L’entreprise de pizzas semble en pleine croissance (en partie en changeant et relançant sans cesse ses pizzas, qui, comme l’a reconnu Domino’s elle-même, ont un goût atroce). Elle a plus de deux fois plus de restaurants que son concurrent Papa John’s. Monaghan n’a plus aucun lien avec elle, l’ayant vendue en 1998 (à Bain Capital ! [2]) pour 1 milliard de dollars. Pas vraiment le signe du succès du boycott.

La  Caroline du Sud

En 1999, la NAACP [3] a appelé au boycott de la Caroline du Sud en espérant forcer l’État à retirer le drapeau confédéré du toit du capitole de l’État à Columbia.

En 2000, le groupe de défense des droits civiques obtint satisfaction, mais le drapeau fut déplacé au sol vers un monument en l’honneur des soldats confédérés tombés, devenant presque aussi visible qu’il ne l’était avant. Le NAACP a donc refusé de mettre fin à son boycott.

Le NAACP affirme que le boycott est très suivi, prenant comme exemple les conférences qui se déroulent ailleurs, ainsi que les Harlem Globetrotters et les tournois de la NCAA qui évitent l’État. Mais en 2010, le sénateur d’État noir (de Caroline du Sud) Robert Ford, responsable du compromis qui a mené à déplacer le drapeau du capitole, a déclaré que le boycott était en grande partie terminé et qu’il ne bénéficiait plus de soutiens.

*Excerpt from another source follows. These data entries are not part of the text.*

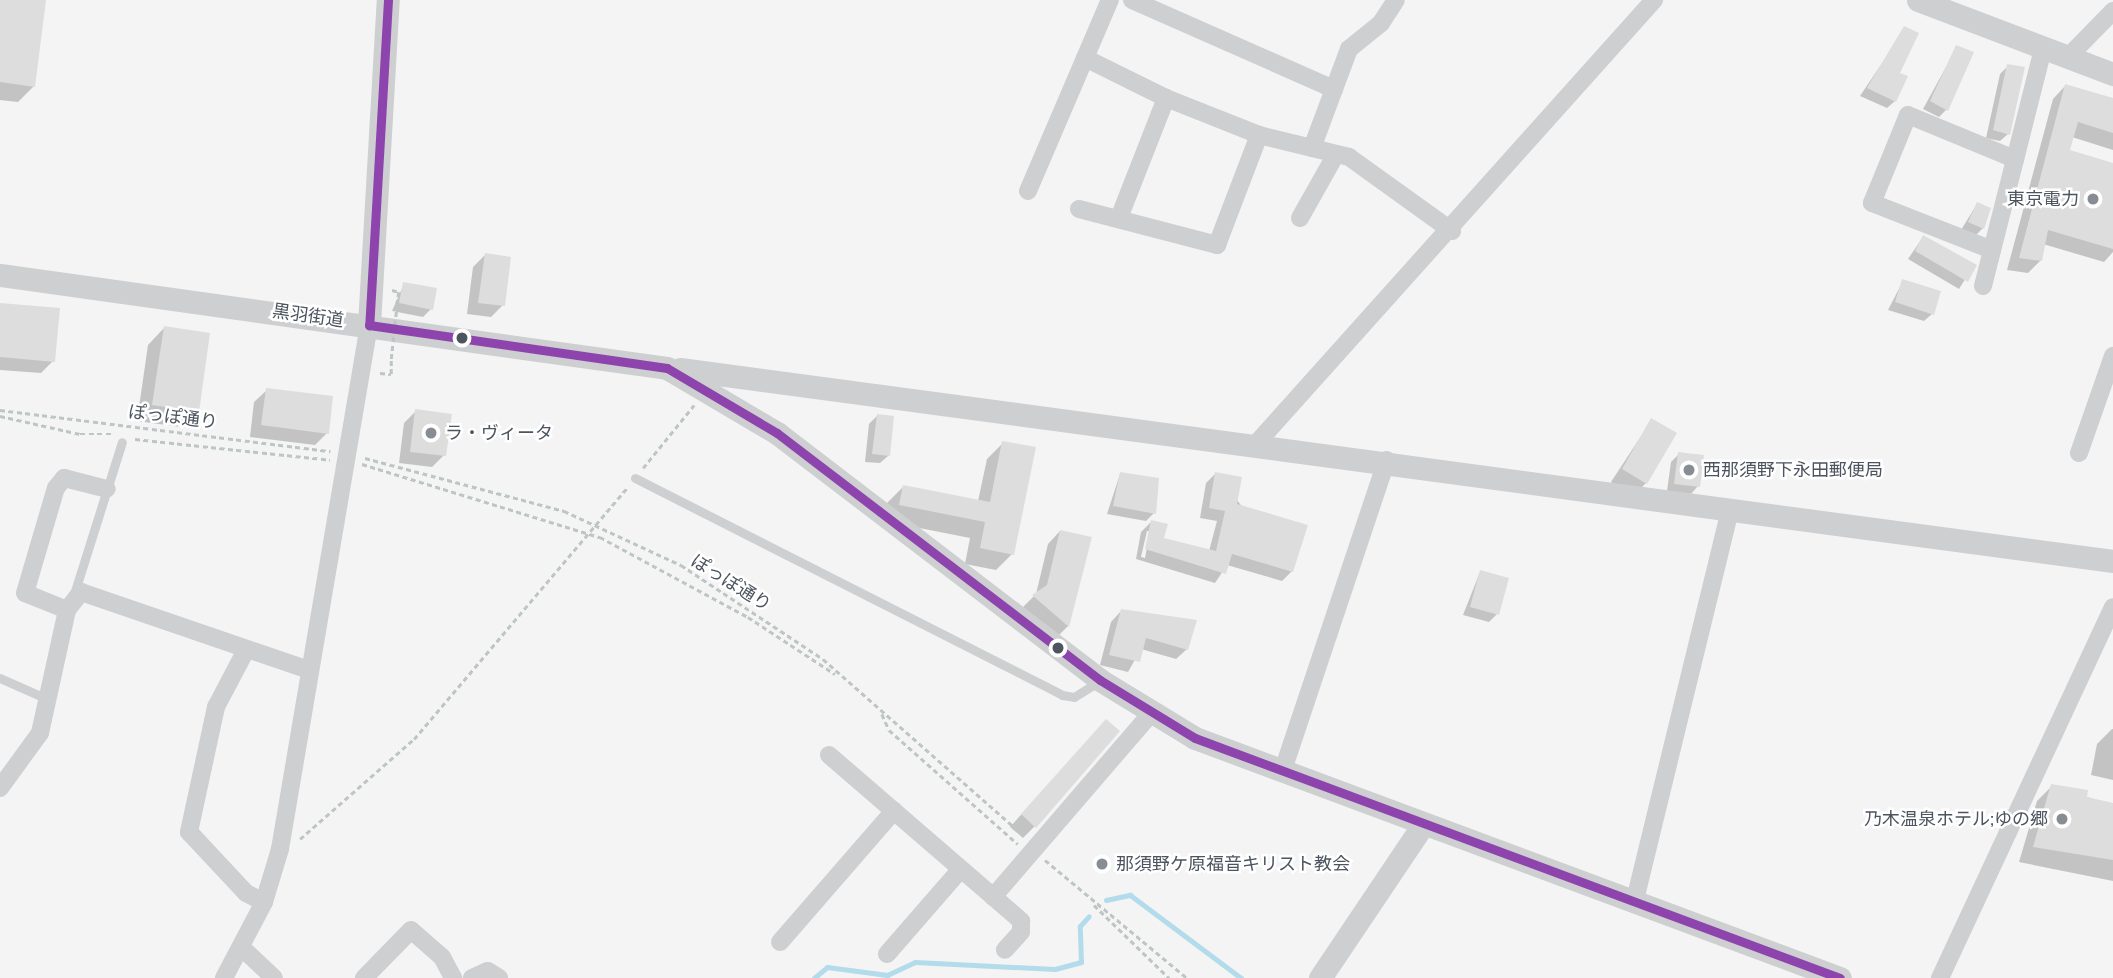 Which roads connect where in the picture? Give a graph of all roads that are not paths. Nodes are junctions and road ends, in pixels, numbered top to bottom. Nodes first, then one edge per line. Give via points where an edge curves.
1 (388, 0) edge
2 (1110, 0) edge
3 (1132, 0) edge
4 (1396, 0) edge
5 (1654, 0) edge
6 (1918, 0) edge
7 (2113, 11) edge
8 (2043, 49) junction
9 (1085, 58) junction
10 (2067, 58) junction
11 (2113, 74) edge
12 (1334, 89) junction
13 (1166, 98) junction
14 (1259, 135) junction
15 (1312, 148) junction
16 (1336, 154) junction
17 (2015, 159) junction
18 (1028, 191) dead end
19 (1079, 209) dead end
20 (1119, 218) junction
21 (1300, 218) dead end
22 (1452, 231) junction
23 (1992, 250) junction
24 (0, 275) edge
25 (1983, 286) dead end
26 (369, 325) junction
27 (2113, 356) edge
28 (667, 368) junction
29 (122, 442) dead end
30 (1255, 445) junction
31 (2079, 453) dead end
32 (1387, 460) junction
33 (635, 478) road end
34 (107, 489) junction
35 (1730, 510) junction
36 (2113, 561) edge
37 (70, 604) junction
38 (2113, 607) edge
39 (246, 650) junction
40 (309, 670) junction
41 (0, 678) edge
42 (1100, 680) junction
43 (45, 698) junction
44 (1151, 713) junction
45 (829, 755) dead end
46 (1282, 773) junction
47 (0, 788) edge
48 (894, 811) junction
49 (1423, 825) junction
50 (960, 870) junction
51 (993, 897) junction
52 (264, 902) junction
53 (1634, 904) junction
54 (780, 942) dead end
55 (241, 947) junction
56 (1005, 950) dead end
57 (887, 954) dead end
58 (224, 978) edge
59 (274, 978) edge
60 (364, 978) edge
61 (453, 978) edge
62 (472, 978) edge
63 (499, 978) edge
64 (1320, 978) edge
65 (1840, 978) edge
66 (1940, 978) edge

1 - 26 street
2 - 9 street
3 - 12 street
4 - 12 street via 1381,23 1349,49
5 - 22 street
6 - 8 street
7 - 10 street
8 - 10 street
8 - 17 street
9 - 13 street
9 - 18 street
10 - 11 street
12 - 15 street
13 - 14 street
13 - 20 street
14 - 15 street
14 - 20 street via 1217,245
15 - 16 street
16 - 21 street
16 - 22 street
17 - 23 street
17 - 23 street via 1908,115 1872,203
19 - 20 street
22 - 30 street
23 - 25 street
24 - 26 street, 黒羽街道
26 - 28 street, 黒羽街道
26 - 40 street via 338,534
27 - 31 street
28 - 30 street
28 - 42 street, 黒羽街道 via 777,433
29 - 34 lane
30 - 32 street
32 - 35 street
32 - 46 street
33 - 42 lane via 1062,695 1074,697
34 - 37 lane
34 - 37 street via 64,478 55,488 25,593
35 - 36 street
35 - 53 street
37 - 39 street via 87,592
37 - 43 street
38 - 66 street
39 - 40 street
39 - 52 street via 216,707 189,832 194,844
40 - 52 street via 280,849
41 - 43 lane
42 - 44 street, 黒羽街道
43 - 47 street via 33,749
44 - 46 street, 黒羽街道
44 - 51 street
45 - 48 street
46 - 49 street, 黒羽街道
48 - 50 street
48 - 54 street
49 - 53 street, 黒羽街道
49 - 64 street
50 - 51 street
50 - 57 street
51 - 56 street via 1021,921 1021,932
52 - 55 street
53 - 65 street, 黒羽街道
55 - 58 street
55 - 59 street
60 - 61 street via 411,930 442,957
62 - 63 street via 488,971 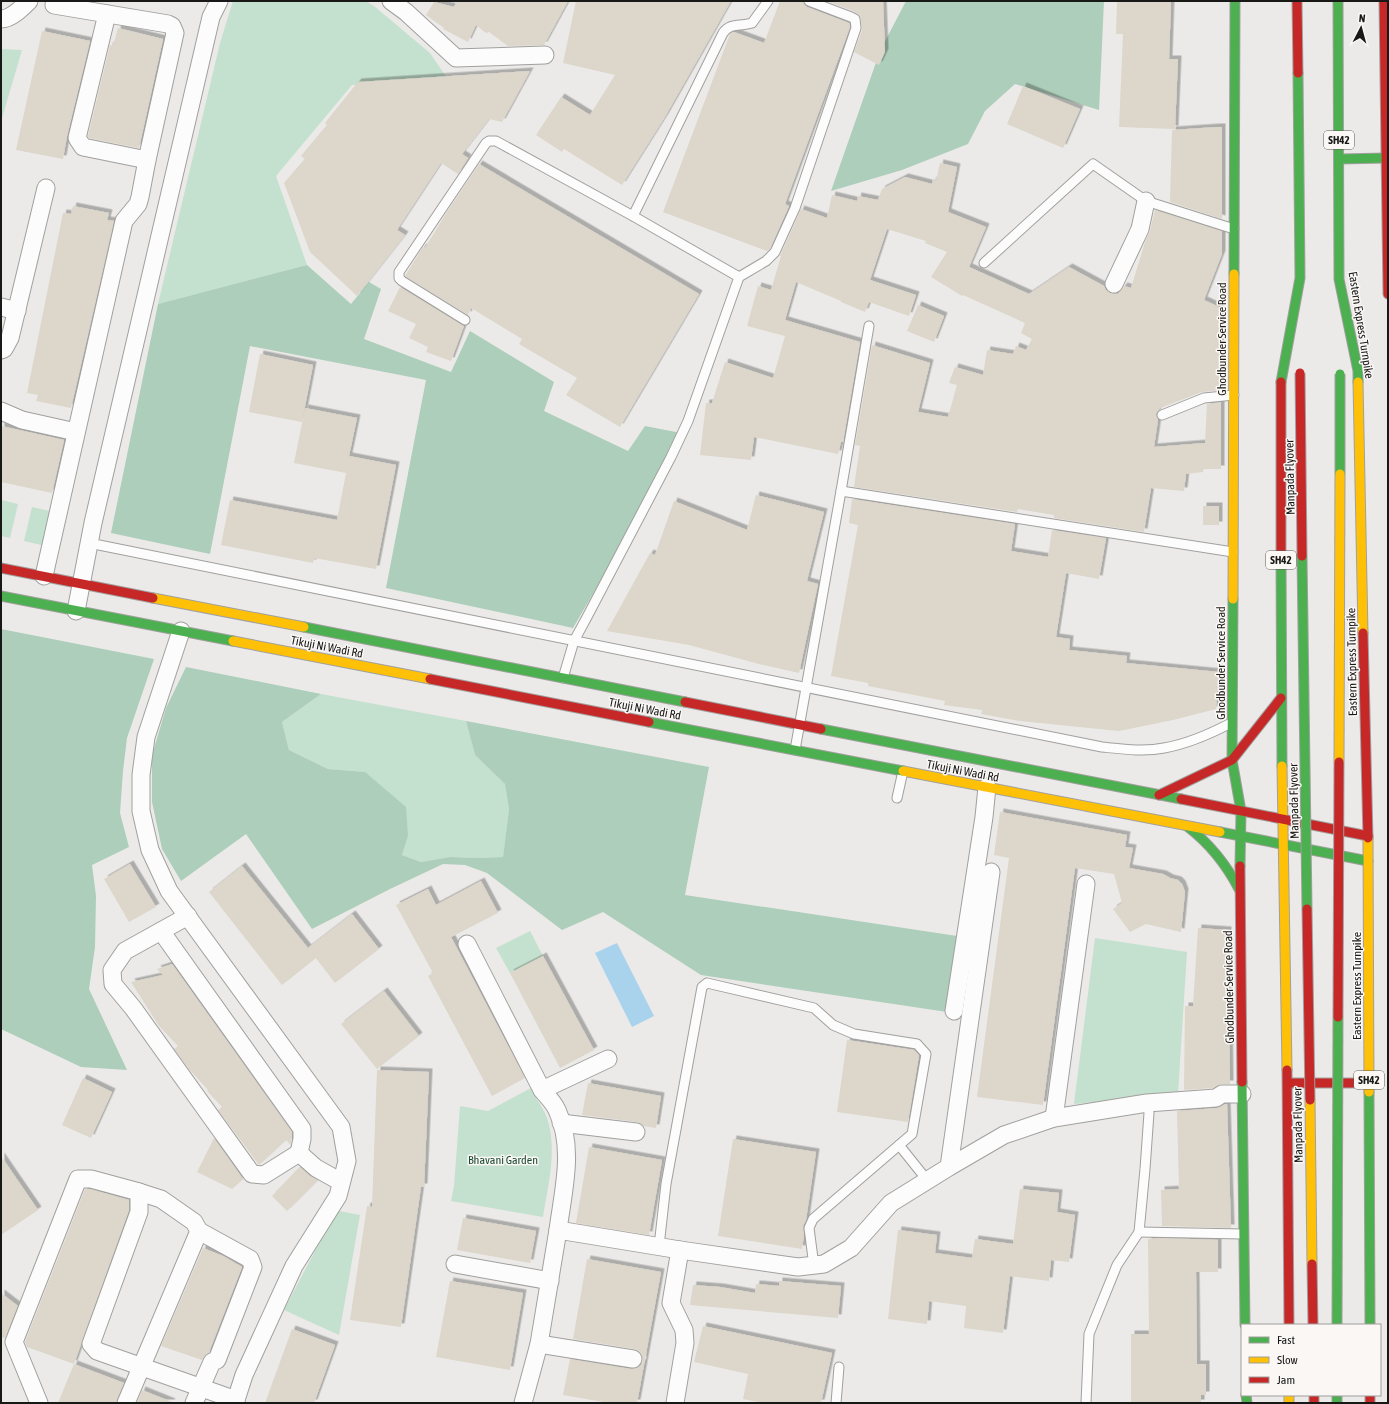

Article paru le 09.08.2012 sous le titre 5 Boycotts that Lacked Bite dans Reason Magazine.
Traduction Geoffrey B. pour Contrepoints.

Notes :

  1. NdT : Phineas and Ferb est une série de dessins animés diffusée depuis 2007 par Disney qui a eu beaucoup de succès aux États-Unis.
  2. NdT : Bain Capital est un fonds d’investissement co-fondé par le candidat à la présidentielle américaine Mitt Romney.
  3. National Association for the Advancement of Colored People.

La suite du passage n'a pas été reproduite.